11.13 Merge Sort

  • An efficient sorting algorithm
    • Conceptually more complex than selection sort and insertion sort
  • Sorts an array by splitting it into two equal-sized subarrays, sorting each subarray, then merging them into one larger array
    • With an odd number of elements, the algorithm creates the two subarrays such that one has one more element than the other

11.13 Merge Sort (cont.)

  • Implementation of merge sort in this example is recursive
  • Base case is an array with one element, which is, of course, sorted
  • Recursion step splits the array into two approximately equal pieces, recursively sorts them, then merges the two sorted arrays into one larger, sorted array

11.13 Merge Sort (cont.)

  • Suppose the algorithm has already merged smaller arrays to create sorted arrays

    array1: 14 20 34 56 77
    array2: 15 30 51 52 93

  • Merge sort combines these two arrays into one larger, sorted array
  • Smallest element in array1 is 14 (located in index 0 of array1)
  • Smallest element in array2 is 15 (located in index 0 of array2)
  • To determine the smallest element in the larger array, the algorithm compares 14 and 15
  • The value from array1 is smaller, so 14 becomes the first element in the merged array
  • The algorithm continues by comparing 20 (the second element in array1) to 15 (the first element in array2)
  • The value from array2 is smaller, so 15 becomes the second element in the larger array
  • The algorithm continues by comparing 20 to 30, with 20 becoming the third element in the array, and so on.

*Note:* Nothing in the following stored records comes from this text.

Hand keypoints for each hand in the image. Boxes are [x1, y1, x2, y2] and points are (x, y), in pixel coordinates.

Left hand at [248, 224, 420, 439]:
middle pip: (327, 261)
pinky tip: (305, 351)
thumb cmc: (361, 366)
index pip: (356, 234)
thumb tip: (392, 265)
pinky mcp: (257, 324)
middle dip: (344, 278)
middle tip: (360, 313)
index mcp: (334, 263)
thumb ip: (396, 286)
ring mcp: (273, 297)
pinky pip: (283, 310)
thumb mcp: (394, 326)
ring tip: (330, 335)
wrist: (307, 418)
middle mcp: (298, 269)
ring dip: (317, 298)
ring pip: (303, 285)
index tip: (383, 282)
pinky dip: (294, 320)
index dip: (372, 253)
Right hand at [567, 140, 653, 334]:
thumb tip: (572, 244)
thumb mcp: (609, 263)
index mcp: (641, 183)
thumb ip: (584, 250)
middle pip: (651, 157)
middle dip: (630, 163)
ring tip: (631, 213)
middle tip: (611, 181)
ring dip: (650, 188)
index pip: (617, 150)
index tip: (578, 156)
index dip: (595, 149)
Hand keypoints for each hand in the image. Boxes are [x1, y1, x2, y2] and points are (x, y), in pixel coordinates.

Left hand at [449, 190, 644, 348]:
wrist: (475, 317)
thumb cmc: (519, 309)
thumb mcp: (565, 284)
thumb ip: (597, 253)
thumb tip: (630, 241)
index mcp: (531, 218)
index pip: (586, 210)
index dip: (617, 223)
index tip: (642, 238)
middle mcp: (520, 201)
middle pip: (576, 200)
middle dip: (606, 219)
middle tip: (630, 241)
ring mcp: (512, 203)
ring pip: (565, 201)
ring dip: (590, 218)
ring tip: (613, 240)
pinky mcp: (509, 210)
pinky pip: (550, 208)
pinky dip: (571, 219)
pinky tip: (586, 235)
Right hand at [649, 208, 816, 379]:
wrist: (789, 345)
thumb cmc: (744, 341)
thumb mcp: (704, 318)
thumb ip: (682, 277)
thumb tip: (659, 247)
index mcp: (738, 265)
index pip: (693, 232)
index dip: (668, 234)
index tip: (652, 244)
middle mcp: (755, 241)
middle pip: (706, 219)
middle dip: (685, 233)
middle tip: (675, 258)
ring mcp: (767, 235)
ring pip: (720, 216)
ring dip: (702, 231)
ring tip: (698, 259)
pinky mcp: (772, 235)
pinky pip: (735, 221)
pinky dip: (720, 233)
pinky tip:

11.13.1 Merge Sort Implementation

  • mergesort.py defines:
    • Function merge_sort to initiate the sorting
    • Function sort_array to implement the recursive merge sort algorithm—this is called by function merge_sort
    • Function merge to merge two sorted subarrays into a single sorted subarray
    • Function subarray_string to get a subarray’s string representation for output purposes to help visualize the sort
    • Function main tests function merge_sort
  • It’s well worth your time to step through this program's outputs to fully understand this elegant and fast sorting algorithm

Function merge_sort

  • Calls function sort_array to initiate the recursive algorithm, passing 0 and len(data) - 1 as the low and high indices of the array to be sorted
    • These values tell function sort_array to operate on the entire array
In [1]:
# mergesort.py
"""Sorting an array with merge sort."""
import numpy as np 

# calls recursive sort_array method to begin merge sorting
def merge_sort(data):
    sort_array(data, 0, len(data) - 1)  

Recursive Function sort_array

  • Performs the recursive merge sort algorithm
  • If the size of the array is 1, the array is already sorted, so the function returns immediately
  • If the size of the array is greater than 1, the function splits the array in two, recursively calls function sort_array to sort the two subarrays, then merges them.
    • The first recursive call to function sort_array operates on the first half of the array, and the second recursive call operates on the second half of the array
    • When these two function calls return, each half of the array has been sorted
  • The call to function merge with the indices for the two halves of the array, combines the two sorted arrays into one larger sorted array
In [2]:
def sort_array(data, low, high):
    """Split data, sort subarrays and merge them into sorted array."""
    # test base case size of array equals 1     
    if (high - low) >= 1:  # if not base case
        middle1 = (low + high) // 2  # calculate middle of array
        middle2 = middle1 + 1  # calculate next element over     

        # output split step
        print(f'split:   {subarray_string(data, low, high)}') 
        print(f'         {subarray_string(data, low, middle1)}') 
        print(f'         {subarray_string(data, middle2, high)}\n') 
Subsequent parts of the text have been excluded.